(Collected data)

*** Begin section ***

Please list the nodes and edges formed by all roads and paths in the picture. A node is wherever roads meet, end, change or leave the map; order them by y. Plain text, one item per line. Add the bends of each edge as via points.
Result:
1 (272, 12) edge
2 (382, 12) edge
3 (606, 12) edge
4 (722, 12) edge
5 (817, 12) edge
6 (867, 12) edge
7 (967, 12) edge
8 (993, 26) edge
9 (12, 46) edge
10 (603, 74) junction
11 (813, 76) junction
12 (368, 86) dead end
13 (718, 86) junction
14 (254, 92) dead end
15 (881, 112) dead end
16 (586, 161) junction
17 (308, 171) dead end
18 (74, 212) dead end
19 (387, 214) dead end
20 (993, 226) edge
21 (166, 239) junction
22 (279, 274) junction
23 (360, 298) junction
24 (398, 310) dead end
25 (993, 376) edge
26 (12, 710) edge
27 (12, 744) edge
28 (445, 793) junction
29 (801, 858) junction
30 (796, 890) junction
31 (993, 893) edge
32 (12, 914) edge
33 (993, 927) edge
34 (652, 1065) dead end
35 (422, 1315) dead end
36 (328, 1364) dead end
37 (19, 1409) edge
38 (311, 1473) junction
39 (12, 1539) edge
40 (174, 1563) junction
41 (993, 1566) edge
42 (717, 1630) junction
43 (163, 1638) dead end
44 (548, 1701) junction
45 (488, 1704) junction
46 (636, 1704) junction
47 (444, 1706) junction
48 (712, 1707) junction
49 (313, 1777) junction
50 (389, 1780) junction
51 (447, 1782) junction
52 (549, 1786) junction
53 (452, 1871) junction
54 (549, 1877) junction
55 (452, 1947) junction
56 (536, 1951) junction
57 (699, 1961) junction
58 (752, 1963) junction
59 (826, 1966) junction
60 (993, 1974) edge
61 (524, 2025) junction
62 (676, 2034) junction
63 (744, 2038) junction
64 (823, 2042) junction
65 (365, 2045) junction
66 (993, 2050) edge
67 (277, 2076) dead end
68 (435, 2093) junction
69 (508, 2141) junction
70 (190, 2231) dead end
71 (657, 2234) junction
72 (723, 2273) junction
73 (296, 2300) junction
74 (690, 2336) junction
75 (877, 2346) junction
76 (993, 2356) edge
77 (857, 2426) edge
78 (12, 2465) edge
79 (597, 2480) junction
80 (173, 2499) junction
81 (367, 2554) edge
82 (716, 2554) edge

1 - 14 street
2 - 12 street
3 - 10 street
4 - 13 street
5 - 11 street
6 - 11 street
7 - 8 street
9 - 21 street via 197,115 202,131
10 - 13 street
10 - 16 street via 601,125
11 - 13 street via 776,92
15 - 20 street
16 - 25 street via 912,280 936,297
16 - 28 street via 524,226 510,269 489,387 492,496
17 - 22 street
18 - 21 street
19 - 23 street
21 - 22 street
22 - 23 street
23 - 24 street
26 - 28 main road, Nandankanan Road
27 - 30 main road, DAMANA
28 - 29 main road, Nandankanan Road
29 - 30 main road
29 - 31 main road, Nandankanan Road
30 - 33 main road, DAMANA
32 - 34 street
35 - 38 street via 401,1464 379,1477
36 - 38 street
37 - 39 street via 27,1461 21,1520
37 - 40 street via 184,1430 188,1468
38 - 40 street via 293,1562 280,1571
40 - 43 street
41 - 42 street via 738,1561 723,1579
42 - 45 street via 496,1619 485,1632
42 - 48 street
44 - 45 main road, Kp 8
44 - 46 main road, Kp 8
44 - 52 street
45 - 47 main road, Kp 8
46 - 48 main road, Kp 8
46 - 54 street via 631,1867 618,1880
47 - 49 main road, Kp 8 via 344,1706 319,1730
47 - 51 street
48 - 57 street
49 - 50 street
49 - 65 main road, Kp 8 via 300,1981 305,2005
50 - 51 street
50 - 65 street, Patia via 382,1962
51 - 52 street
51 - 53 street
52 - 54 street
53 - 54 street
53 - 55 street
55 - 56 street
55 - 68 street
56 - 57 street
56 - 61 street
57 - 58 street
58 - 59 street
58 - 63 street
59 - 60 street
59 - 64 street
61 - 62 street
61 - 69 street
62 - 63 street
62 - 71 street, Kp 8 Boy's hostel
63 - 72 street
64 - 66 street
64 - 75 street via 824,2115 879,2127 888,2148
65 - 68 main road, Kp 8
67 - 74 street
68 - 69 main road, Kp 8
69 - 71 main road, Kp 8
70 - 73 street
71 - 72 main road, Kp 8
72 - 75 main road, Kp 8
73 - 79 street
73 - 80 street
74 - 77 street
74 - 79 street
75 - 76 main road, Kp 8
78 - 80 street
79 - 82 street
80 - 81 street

*** End section ***

■ TASK TO COMPLETE: Every entry, from top to bottom, should be repeated word for word.

■ OUTPUT OF THE TASK:
Please list the nodes and edges formed by all roads and paths in the picture. A node is wherever roads meet, end, change or leave the map; order them by y. Plain text, one item per line. Add the bends of each edge as via points.
Result:
1 (272, 12) edge
2 (382, 12) edge
3 (606, 12) edge
4 (722, 12) edge
5 (817, 12) edge
6 (867, 12) edge
7 (967, 12) edge
8 (993, 26) edge
9 (12, 46) edge
10 (603, 74) junction
11 (813, 76) junction
12 (368, 86) dead end
13 (718, 86) junction
14 (254, 92) dead end
15 (881, 112) dead end
16 (586, 161) junction
17 (308, 171) dead end
18 (74, 212) dead end
19 (387, 214) dead end
20 (993, 226) edge
21 (166, 239) junction
22 (279, 274) junction
23 (360, 298) junction
24 (398, 310) dead end
25 (993, 376) edge
26 (12, 710) edge
27 (12, 744) edge
28 (445, 793) junction
29 (801, 858) junction
30 (796, 890) junction
31 (993, 893) edge
32 (12, 914) edge
33 (993, 927) edge
34 (652, 1065) dead end
35 (422, 1315) dead end
36 (328, 1364) dead end
37 (19, 1409) edge
38 (311, 1473) junction
39 (12, 1539) edge
40 (174, 1563) junction
41 (993, 1566) edge
42 (717, 1630) junction
43 (163, 1638) dead end
44 (548, 1701) junction
45 (488, 1704) junction
46 (636, 1704) junction
47 (444, 1706) junction
48 (712, 1707) junction
49 (313, 1777) junction
50 (389, 1780) junction
51 (447, 1782) junction
52 (549, 1786) junction
53 (452, 1871) junction
54 (549, 1877) junction
55 (452, 1947) junction
56 (536, 1951) junction
57 (699, 1961) junction
58 (752, 1963) junction
59 (826, 1966) junction
60 (993, 1974) edge
61 (524, 2025) junction
62 (676, 2034) junction
63 (744, 2038) junction
64 (823, 2042) junction
65 (365, 2045) junction
66 (993, 2050) edge
67 (277, 2076) dead end
68 (435, 2093) junction
69 (508, 2141) junction
70 (190, 2231) dead end
71 (657, 2234) junction
72 (723, 2273) junction
73 (296, 2300) junction
74 (690, 2336) junction
75 (877, 2346) junction
76 (993, 2356) edge
77 (857, 2426) edge
78 (12, 2465) edge
79 (597, 2480) junction
80 (173, 2499) junction
81 (367, 2554) edge
82 (716, 2554) edge

1 - 14 street
2 - 12 street
3 - 10 street
4 - 13 street
5 - 11 street
6 - 11 street
7 - 8 street
9 - 21 street via 197,115 202,131
10 - 13 street
10 - 16 street via 601,125
11 - 13 street via 776,92
15 - 20 street
16 - 25 street via 912,280 936,297
16 - 28 street via 524,226 510,269 489,387 492,496
17 - 22 street
18 - 21 street
19 - 23 street
21 - 22 street
22 - 23 street
23 - 24 street
26 - 28 main road, Nandankanan Road
27 - 30 main road, DAMANA
28 - 29 main road, Nandankanan Road
29 - 30 main road
29 - 31 main road, Nandankanan Road
30 - 33 main road, DAMANA
32 - 34 street
35 - 38 street via 401,1464 379,1477
36 - 38 street
37 - 39 street via 27,1461 21,1520
37 - 40 street via 184,1430 188,1468
38 - 40 street via 293,1562 280,1571
40 - 43 street
41 - 42 street via 738,1561 723,1579
42 - 45 street via 496,1619 485,1632
42 - 48 street
44 - 45 main road, Kp 8
44 - 46 main road, Kp 8
44 - 52 street
45 - 47 main road, Kp 8
46 - 48 main road, Kp 8
46 - 54 street via 631,1867 618,1880
47 - 49 main road, Kp 8 via 344,1706 319,1730
47 - 51 street
48 - 57 street
49 - 50 street
49 - 65 main road, Kp 8 via 300,1981 305,2005
50 - 51 street
50 - 65 street, Patia via 382,1962
51 - 52 street
51 - 53 street
52 - 54 street
53 - 54 street
53 - 55 street
55 - 56 street
55 - 68 street
56 - 57 street
56 - 61 street
57 - 58 street
58 - 59 street
58 - 63 street
59 - 60 street
59 - 64 street
61 - 62 street
61 - 69 street
62 - 63 street
62 - 71 street, Kp 8 Boy's hostel
63 - 72 street
64 - 66 street
64 - 75 street via 824,2115 879,2127 888,2148
65 - 68 main road, Kp 8
67 - 74 street
68 - 69 main road, Kp 8
69 - 71 main road, Kp 8
70 - 73 street
71 - 72 main road, Kp 8
72 - 75 main road, Kp 8
73 - 79 street
73 - 80 street
74 - 77 street
74 - 79 street
75 - 76 main road, Kp 8
78 - 80 street
79 - 82 street
80 - 81 street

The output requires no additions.